**PROBLEM DETAILS**
The output should be every line below that includes the word "Allahbad".

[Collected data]
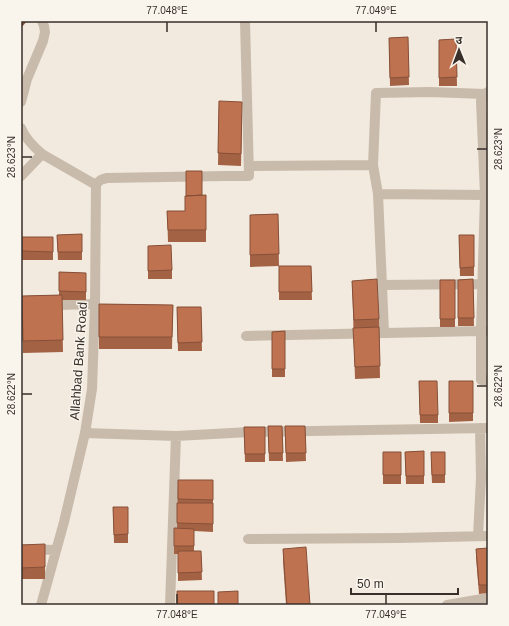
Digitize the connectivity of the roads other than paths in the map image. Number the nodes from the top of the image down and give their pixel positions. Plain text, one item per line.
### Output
1 (42, 21) edge
2 (245, 21) edge
3 (486, 93) edge
4 (21, 102) edge
5 (21, 128) edge
6 (42, 154) junction
7 (373, 165) junction
8 (249, 166) junction
9 (21, 176) edge
10 (96, 184) junction
11 (378, 194) junction
12 (485, 195) junction
13 (483, 284) junction
14 (382, 285) junction
15 (95, 304) junction
16 (21, 306) edge
17 (485, 331) edge
18 (384, 333) junction
19 (246, 336) dead end
20 (488, 380) edge
21 (484, 428) edge
22 (85, 433) junction
23 (176, 436) junction
24 (483, 536) edge
25 (248, 539) dead end
26 (21, 549) edge
27 (56, 550) junction
28 (488, 598) edge
29 (41, 605) edge
30 (170, 605) edge
31 (447, 605) edge

1 - 4 street
2 - 8 street
3 - 7 street
3 - 12 street
5 - 6 street
6 - 9 street
6 - 10 street
7 - 8 street
7 - 11 street
8 - 10 street
10 - 15 street, Allahbad Bank Road
11 - 12 street
11 - 14 street
12 - 13 street
13 - 14 street
13 - 17 street
14 - 18 street
15 - 16 street
15 - 22 street, Allahbad Bank Road
17 - 18 street
17 - 20 street
18 - 19 street
21 - 23 street
21 - 24 street
22 - 23 street
22 - 27 street, Allahbad Bank Road
23 - 30 street
24 - 25 street
26 - 27 street
27 - 29 street, Allahbad Bank Road
28 - 31 street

**ANSWER**
10 - 15 street, Allahbad Bank Road
15 - 22 street, Allahbad Bank Road
22 - 27 street, Allahbad Bank Road
27 - 29 street, Allahbad Bank Road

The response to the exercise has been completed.